Drawing of Golden in 1873, showing the Golden Paper Mill and the Rock Flour Mill
Excerpt from the 1873 Birdseye Map of Golden

The editor of the Transcript was delighted to have a paper mill in town. He occasionally goaded his fellow newspaper owners when they ran short of paper, reminding them that Golden had a paper mill, so he was able to get paper when they could not. On the other hand, the Golden Paper Mill seldom produced suitable stock for newspapers. It generally produced wrapping paper. When necessary, early Transcripts were printed on wrapping paper.

In 1869, the Paper Mill was sold to Mr. E. C. Wells, who upgraded the machinery and increased the capacity of the mill. He upgraded again in 1874, but ran into financial difficulties later that year, and the Mill was put up for auction. The country was in a depression at that time. Apparently he retained or recovered it, because he was the owner again and running for the State Senate in 1878. He must have won the election, because later Transcript articles referred to him as Senator Wells.

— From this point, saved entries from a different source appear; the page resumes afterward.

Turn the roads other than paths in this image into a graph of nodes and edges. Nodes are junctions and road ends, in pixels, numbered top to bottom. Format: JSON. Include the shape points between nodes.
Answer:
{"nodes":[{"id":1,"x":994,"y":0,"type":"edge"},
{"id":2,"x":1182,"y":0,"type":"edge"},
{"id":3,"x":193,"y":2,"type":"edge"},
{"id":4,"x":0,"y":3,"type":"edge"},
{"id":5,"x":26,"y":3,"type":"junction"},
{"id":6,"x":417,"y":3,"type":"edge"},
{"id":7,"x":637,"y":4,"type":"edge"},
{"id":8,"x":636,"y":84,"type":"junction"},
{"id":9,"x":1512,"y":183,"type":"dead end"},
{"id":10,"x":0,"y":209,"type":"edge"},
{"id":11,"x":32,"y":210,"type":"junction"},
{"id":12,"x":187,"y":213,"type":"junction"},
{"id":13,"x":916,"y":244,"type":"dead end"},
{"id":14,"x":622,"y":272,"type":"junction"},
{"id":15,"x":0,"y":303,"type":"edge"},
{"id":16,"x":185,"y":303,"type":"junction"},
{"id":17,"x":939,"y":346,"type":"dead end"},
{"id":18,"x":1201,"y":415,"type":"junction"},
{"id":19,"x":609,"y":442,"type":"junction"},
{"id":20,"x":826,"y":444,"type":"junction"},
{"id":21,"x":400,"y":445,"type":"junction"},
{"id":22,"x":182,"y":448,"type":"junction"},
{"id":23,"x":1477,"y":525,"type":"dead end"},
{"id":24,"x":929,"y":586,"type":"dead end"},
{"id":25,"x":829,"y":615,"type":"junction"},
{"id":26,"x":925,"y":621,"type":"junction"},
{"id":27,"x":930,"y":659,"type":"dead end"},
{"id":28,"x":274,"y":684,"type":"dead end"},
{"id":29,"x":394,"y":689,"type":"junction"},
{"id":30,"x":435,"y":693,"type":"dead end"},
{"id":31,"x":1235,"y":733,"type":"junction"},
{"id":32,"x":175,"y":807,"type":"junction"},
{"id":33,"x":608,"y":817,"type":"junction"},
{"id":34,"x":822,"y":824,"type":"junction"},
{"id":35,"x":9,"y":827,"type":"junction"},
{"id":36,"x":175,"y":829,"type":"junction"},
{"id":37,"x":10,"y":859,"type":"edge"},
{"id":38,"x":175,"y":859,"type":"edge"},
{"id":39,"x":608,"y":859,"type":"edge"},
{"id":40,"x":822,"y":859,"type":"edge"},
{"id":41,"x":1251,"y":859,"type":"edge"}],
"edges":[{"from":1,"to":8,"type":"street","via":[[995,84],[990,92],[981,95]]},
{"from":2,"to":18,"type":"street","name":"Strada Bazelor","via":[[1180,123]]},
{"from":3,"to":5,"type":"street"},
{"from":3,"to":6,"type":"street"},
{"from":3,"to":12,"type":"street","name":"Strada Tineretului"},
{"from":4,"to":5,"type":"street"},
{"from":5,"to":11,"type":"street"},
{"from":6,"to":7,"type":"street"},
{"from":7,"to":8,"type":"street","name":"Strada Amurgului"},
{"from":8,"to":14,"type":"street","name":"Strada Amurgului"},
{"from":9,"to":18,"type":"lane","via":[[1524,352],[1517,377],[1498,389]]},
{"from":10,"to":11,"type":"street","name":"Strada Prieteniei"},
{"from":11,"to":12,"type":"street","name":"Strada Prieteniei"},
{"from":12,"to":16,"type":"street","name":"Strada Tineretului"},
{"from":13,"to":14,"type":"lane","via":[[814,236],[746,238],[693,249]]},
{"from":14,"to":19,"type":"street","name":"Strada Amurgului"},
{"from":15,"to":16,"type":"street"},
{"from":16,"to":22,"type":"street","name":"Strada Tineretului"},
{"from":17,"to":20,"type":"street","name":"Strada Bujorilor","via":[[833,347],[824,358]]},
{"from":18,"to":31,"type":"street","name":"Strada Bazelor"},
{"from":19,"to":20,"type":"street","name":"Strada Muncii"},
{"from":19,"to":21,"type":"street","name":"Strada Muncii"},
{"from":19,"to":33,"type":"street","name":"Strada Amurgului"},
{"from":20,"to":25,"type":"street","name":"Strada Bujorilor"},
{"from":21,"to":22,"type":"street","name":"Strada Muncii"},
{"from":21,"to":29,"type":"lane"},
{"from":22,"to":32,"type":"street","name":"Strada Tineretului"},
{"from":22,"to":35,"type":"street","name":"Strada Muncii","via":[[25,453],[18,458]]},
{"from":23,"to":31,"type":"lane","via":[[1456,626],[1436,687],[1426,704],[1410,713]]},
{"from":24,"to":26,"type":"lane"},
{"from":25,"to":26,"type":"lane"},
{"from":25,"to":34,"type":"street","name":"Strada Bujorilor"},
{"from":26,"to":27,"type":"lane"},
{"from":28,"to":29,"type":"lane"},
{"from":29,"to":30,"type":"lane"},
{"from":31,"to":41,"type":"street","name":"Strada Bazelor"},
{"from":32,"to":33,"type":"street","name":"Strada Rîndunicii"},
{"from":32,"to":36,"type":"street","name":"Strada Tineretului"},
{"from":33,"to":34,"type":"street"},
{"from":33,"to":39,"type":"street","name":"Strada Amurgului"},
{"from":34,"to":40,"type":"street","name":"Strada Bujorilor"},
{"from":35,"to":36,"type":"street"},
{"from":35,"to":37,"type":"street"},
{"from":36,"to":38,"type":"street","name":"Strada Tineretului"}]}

In 1878, the Mill was severely damaged in a flood, but rebuilt and expanded and was back in operation by the end of the year. It employed 15 men at that time. The machinery was powered by the diverted Clear Creek water, but they also had a large, coal-powered steam boiler to heat their bleaching vat and dry the paper. The boiler consumed about 2 tons of coal per day.

Excerpt from an 1882 Birdseye Map of Golden

The 1893 Golden Globe Industrial Edition stated that Senator Wells and his business partner were both in poor health and would be glad to find a purchaser. Apparently, none appeared. The country was again in a depression, which may have complicated the prospects for a sale.

In 1896, the Mill was again severely damaged by a flood, but again rebuilt. Later that year, the water in the flume froze, again forcing a shutdown. In the spring of 1898 the Mill was shut down due to low water in Clear Creek (and therefore, in the flume that powered the Mill).

Mr. Wells upgraded his machinery again in the spring of 1900 and afterwards was running two shifts of workers. In November of that year, the mill caught fire and was entirely destroyed. It was valued at $45,000 and only insured for $12,000. It was never rebuilt. The Transcript placed some blame on the superintendent of our water works. The fireplugs were so rusty that the firemen had trouble opening them, and the rust in the lines was so thick they had very low water pressure.

In 1901, an eastern company bought the property, intending to build a “concentrator” (smelter) there. Apparently (fortunately) the plan didn’t go through and the property was for sale again not long after. Mr. Wells died in Golden in 1914. In addition to his 30 years ownership of the Golden Paper Mill, he served two terms in the state legislature, several terms on Golden City Council, and one term on the Board of Trustees for the School of Mines. He is buried in the Golden Cemetery.

old map showing the location of the paper mill and the watercourse that powered it
Excerpt from the 1886 Sanborn Fire Insurance Map of Golden Colorado. This map shows the flume that originally powered both the paper mill and the flour mill.

The mill was originally powered by water diverted from Clear Creek. This proved to be an unreliable power source, so the mill owners later installed a coal-powered boiler.

two story apartment building
Miners Mesa apartments (map) on the site of the Golden Paper Mill.

The Golden Paper Mill operated until 1900. That property is now occupied by the Miners Mesa apartments (map).